_Your assignment_:
Having read the listing below, repeat it exactly.
○ ○ ○
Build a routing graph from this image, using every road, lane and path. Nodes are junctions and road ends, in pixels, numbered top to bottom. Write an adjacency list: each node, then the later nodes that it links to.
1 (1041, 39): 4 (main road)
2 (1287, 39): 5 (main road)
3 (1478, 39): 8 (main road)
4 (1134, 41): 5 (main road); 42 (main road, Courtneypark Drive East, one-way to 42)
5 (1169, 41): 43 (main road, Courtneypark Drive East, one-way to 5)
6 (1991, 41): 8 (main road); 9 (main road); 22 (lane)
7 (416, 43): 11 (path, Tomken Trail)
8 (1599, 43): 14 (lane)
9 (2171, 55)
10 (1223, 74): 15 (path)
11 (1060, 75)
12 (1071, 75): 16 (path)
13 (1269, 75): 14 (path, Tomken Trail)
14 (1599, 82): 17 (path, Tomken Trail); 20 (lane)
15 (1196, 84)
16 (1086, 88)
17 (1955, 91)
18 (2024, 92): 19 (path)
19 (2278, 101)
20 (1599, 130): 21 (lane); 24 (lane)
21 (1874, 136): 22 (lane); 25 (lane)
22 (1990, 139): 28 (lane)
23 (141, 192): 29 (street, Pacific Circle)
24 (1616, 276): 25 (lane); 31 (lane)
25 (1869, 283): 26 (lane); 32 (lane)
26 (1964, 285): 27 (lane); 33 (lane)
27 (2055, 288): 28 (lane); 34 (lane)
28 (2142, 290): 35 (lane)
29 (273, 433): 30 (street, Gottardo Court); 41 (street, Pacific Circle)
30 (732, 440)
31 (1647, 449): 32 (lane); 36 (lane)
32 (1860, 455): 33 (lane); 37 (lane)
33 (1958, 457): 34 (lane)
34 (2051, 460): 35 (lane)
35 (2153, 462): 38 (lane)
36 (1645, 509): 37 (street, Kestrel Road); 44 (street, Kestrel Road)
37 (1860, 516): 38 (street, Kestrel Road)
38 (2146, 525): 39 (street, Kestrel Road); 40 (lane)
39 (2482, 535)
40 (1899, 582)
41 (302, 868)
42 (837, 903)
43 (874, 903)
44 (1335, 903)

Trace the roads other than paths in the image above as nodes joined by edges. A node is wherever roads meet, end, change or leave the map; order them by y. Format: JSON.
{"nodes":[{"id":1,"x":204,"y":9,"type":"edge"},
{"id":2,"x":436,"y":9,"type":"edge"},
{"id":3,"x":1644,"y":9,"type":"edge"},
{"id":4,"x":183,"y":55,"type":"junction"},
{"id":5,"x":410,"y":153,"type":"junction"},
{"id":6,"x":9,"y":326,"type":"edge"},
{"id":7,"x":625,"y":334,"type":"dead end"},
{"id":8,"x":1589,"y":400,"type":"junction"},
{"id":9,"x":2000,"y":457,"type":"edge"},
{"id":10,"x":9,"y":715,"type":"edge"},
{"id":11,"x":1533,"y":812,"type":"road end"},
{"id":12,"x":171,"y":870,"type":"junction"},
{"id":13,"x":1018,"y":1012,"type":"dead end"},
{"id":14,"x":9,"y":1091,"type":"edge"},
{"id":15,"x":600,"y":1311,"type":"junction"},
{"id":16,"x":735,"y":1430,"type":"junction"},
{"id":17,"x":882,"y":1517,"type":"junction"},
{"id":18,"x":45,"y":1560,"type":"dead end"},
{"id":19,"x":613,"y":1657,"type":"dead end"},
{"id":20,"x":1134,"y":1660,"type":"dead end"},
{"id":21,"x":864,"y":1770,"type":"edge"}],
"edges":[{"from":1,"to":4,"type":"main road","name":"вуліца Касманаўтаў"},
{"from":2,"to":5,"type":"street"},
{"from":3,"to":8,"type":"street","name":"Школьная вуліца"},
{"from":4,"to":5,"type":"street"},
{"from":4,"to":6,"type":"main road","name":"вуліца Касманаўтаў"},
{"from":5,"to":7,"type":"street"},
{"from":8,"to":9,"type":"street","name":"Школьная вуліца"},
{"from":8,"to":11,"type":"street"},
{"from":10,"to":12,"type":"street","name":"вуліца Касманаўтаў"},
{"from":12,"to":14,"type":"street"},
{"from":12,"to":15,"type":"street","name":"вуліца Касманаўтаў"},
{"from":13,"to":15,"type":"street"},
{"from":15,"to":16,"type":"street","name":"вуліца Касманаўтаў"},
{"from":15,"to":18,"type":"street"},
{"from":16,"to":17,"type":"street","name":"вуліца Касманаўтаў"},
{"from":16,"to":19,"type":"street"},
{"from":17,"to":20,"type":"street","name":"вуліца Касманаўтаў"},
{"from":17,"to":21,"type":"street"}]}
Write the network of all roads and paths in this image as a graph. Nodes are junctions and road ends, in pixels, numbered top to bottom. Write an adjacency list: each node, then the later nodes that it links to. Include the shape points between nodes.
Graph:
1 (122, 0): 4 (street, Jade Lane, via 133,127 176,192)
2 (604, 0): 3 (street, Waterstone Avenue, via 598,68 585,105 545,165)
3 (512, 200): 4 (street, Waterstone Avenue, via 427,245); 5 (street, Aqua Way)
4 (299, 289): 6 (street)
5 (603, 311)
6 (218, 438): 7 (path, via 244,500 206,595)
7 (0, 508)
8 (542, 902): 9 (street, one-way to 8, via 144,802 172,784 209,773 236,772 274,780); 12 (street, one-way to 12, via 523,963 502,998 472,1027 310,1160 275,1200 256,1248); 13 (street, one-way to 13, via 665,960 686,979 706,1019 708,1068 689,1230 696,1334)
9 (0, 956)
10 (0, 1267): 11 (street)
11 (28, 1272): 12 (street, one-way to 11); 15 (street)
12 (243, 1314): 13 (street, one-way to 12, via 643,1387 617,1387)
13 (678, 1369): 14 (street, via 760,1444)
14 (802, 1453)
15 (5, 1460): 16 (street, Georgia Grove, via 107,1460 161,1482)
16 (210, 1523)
○ ○ ○
_Your response_:
Build a routing graph from this image, using every road, lane and path. Nodes are junctions and road ends, in pixels, numbered top to bottom. Write an adjacency list: each node, then the later nodes that it links to.
1 (1041, 39): 4 (main road)
2 (1287, 39): 5 (main road)
3 (1478, 39): 8 (main road)
4 (1134, 41): 5 (main road); 42 (main road, Courtneypark Drive East, one-way to 42)
5 (1169, 41): 43 (main road, Courtneypark Drive East, one-way to 5)
6 (1991, 41): 8 (main road); 9 (main road); 22 (lane)
7 (416, 43): 11 (path, Tomken Trail)
8 (1599, 43): 14 (lane)
9 (2171, 55)
10 (1223, 74): 15 (path)
11 (1060, 75)
12 (1071, 75): 16 (path)
13 (1269, 75): 14 (path, Tomken Trail)
14 (1599, 82): 17 (path, Tomken Trail); 20 (lane)
15 (1196, 84)
16 (1086, 88)
17 (1955, 91)
18 (2024, 92): 19 (path)
19 (2278, 101)
20 (1599, 130): 21 (lane); 24 (lane)
21 (1874, 136): 22 (lane); 25 (lane)
22 (1990, 139): 28 (lane)
23 (141, 192): 29 (street, Pacific Circle)
24 (1616, 276): 25 (lane); 31 (lane)
25 (1869, 283): 26 (lane); 32 (lane)
26 (1964, 285): 27 (lane); 33 (lane)
27 (2055, 288): 28 (lane); 34 (lane)
28 (2142, 290): 35 (lane)
29 (273, 433): 30 (street, Gottardo Court); 41 (street, Pacific Circle)
30 (732, 440)
31 (1647, 449): 32 (lane); 36 (lane)
32 (1860, 455): 33 (lane); 37 (lane)
33 (1958, 457): 34 (lane)
34 (2051, 460): 35 (lane)
35 (2153, 462): 38 (lane)
36 (1645, 509): 37 (street, Kestrel Road); 44 (street, Kestrel Road)
37 (1860, 516): 38 (street, Kestrel Road)
38 (2146, 525): 39 (street, Kestrel Road); 40 (lane)
39 (2482, 535)
40 (1899, 582)
41 (302, 868)
42 (837, 903)
43 (874, 903)
44 (1335, 903)

Trace the roads other than paths in the image above as nodes joined by edges. A node is wherever roads meet, end, change or leave the map; order them by y. Format: JSON.
{"nodes":[{"id":1,"x":204,"y":9,"type":"edge"},
{"id":2,"x":436,"y":9,"type":"edge"},
{"id":3,"x":1644,"y":9,"type":"edge"},
{"id":4,"x":183,"y":55,"type":"junction"},
{"id":5,"x":410,"y":153,"type":"junction"},
{"id":6,"x":9,"y":326,"type":"edge"},
{"id":7,"x":625,"y":334,"type":"dead end"},
{"id":8,"x":1589,"y":400,"type":"junction"},
{"id":9,"x":2000,"y":457,"type":"edge"},
{"id":10,"x":9,"y":715,"type":"edge"},
{"id":11,"x":1533,"y":812,"type":"road end"},
{"id":12,"x":171,"y":870,"type":"junction"},
{"id":13,"x":1018,"y":1012,"type":"dead end"},
{"id":14,"x":9,"y":1091,"type":"edge"},
{"id":15,"x":600,"y":1311,"type":"junction"},
{"id":16,"x":735,"y":1430,"type":"junction"},
{"id":17,"x":882,"y":1517,"type":"junction"},
{"id":18,"x":45,"y":1560,"type":"dead end"},
{"id":19,"x":613,"y":1657,"type":"dead end"},
{"id":20,"x":1134,"y":1660,"type":"dead end"},
{"id":21,"x":864,"y":1770,"type":"edge"}],
"edges":[{"from":1,"to":4,"type":"main road","name":"вуліца Касманаўтаў"},
{"from":2,"to":5,"type":"street"},
{"from":3,"to":8,"type":"street","name":"Школьная вуліца"},
{"from":4,"to":5,"type":"street"},
{"from":4,"to":6,"type":"main road","name":"вуліца Касманаўтаў"},
{"from":5,"to":7,"type":"street"},
{"from":8,"to":9,"type":"street","name":"Школьная вуліца"},
{"from":8,"to":11,"type":"street"},
{"from":10,"to":12,"type":"street","name":"вуліца Касманаўтаў"},
{"from":12,"to":14,"type":"street"},
{"from":12,"to":15,"type":"street","name":"вуліца Касманаўтаў"},
{"from":13,"to":15,"type":"street"},
{"from":15,"to":16,"type":"street","name":"вуліца Касманаўтаў"},
{"from":15,"to":18,"type":"street"},
{"from":16,"to":17,"type":"street","name":"вуліца Касманаўтаў"},
{"from":16,"to":19,"type":"street"},
{"from":17,"to":20,"type":"street","name":"вуліца Касманаўтаў"},
{"from":17,"to":21,"type":"street"}]}
Write the network of all roads and paths in this image as a graph. Nodes are junctions and road ends, in pixels, numbered top to bottom. Write an adjacency list: each node, then the later nodes that it links to. Include the shape points between nodes.
Graph:
1 (122, 0): 4 (street, Jade Lane, via 133,127 176,192)
2 (604, 0): 3 (street, Waterstone Avenue, via 598,68 585,105 545,165)
3 (512, 200): 4 (street, Waterstone Avenue, via 427,245); 5 (street, Aqua Way)
4 (299, 289): 6 (street)
5 (603, 311)
6 (218, 438): 7 (path, via 244,500 206,595)
7 (0, 508)
8 (542, 902): 9 (street, one-way to 8, via 144,802 172,784 209,773 236,772 274,780); 12 (street, one-way to 12, via 523,963 502,998 472,1027 310,1160 275,1200 256,1248); 13 (street, one-way to 13, via 665,960 686,979 706,1019 708,1068 689,1230 696,1334)
9 (0, 956)
10 (0, 1267): 11 (street)
11 (28, 1272): 12 (street, one-way to 11); 15 (street)
12 (243, 1314): 13 (street, one-way to 12, via 643,1387 617,1387)
13 (678, 1369): 14 (street, via 760,1444)
14 (802, 1453)
15 (5, 1460): 16 (street, Georgia Grove, via 107,1460 161,1482)
16 (210, 1523)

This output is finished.